In the retrospective study, researchers analyzed data from 48 children’s hospitals throughout the U.S., focusing on approximately 94,000 patients under the age of 18 who were diagnosed with Enterobacteriaceae-associated infections between 2007 and 2015. The proportion of these infections caused by bacteria that were resistant to multiple antibiotics increased from 0.2 percent in 2007 to 1.5 percent in 2015, a more than 700 percent increase in prevalence over the eight-year period.
Bacterial infections resistant to multiple drugs are especially concerning in children, for whom there are a limited number of stronger antibiotics currently approved for use compared to adults, putting kids at higher risk for worse outcomes. In the study, children with Enterobacteriaceae infections resistant to multiple antibiotics had hospitals stays that were 20 percent longer than patients with infections that were susceptible to antibiotics, the researchers found. The results also suggest a greater mortality risk among pediatric patients infected with the resistant strains, although the increased odds for death were not statistically significant.
Most of the resistant infections were present when the children were admitted to the hospital, suggesting the bacteria may be increasingly spreading in the community. Older kids, children with other health conditions, and those living in the Western U.S. were more likely to have the infections, the study found. The results build on previous research reporting rising rates of these infections in adults and outbreaks in hospitalized children, especially in less-developed countries in Latin America and Asia, where antibiotics are available over the counter.

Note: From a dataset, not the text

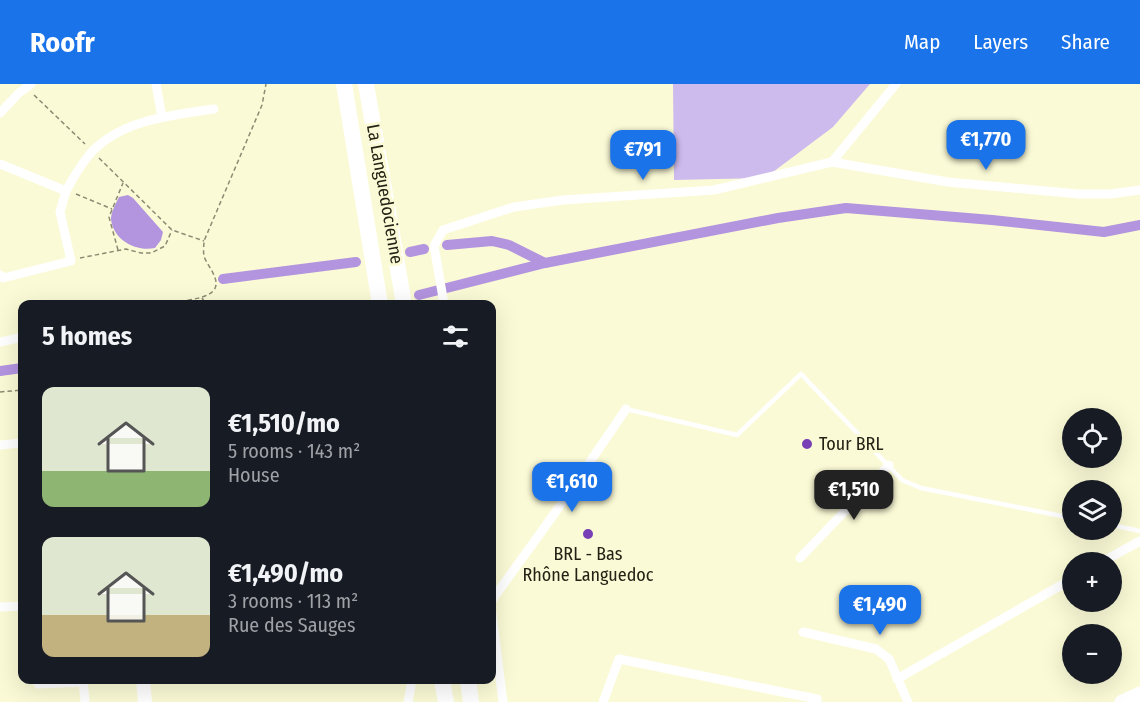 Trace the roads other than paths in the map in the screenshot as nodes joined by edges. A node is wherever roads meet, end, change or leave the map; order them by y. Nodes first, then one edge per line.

Future research should focus on better ways to limit the transmission of resistant Enterobacteriaceae bacteria, including between hospitals and long-term care facilities and their communities, in addition to the development of new antibiotics that are safe and effective to use in children, Meropol says. “While the march of antibiotic resistance seems inexorable, informed and rigorous efforts to reverse this trend have been successful for other types of organisms, and are urgently needed within this context.”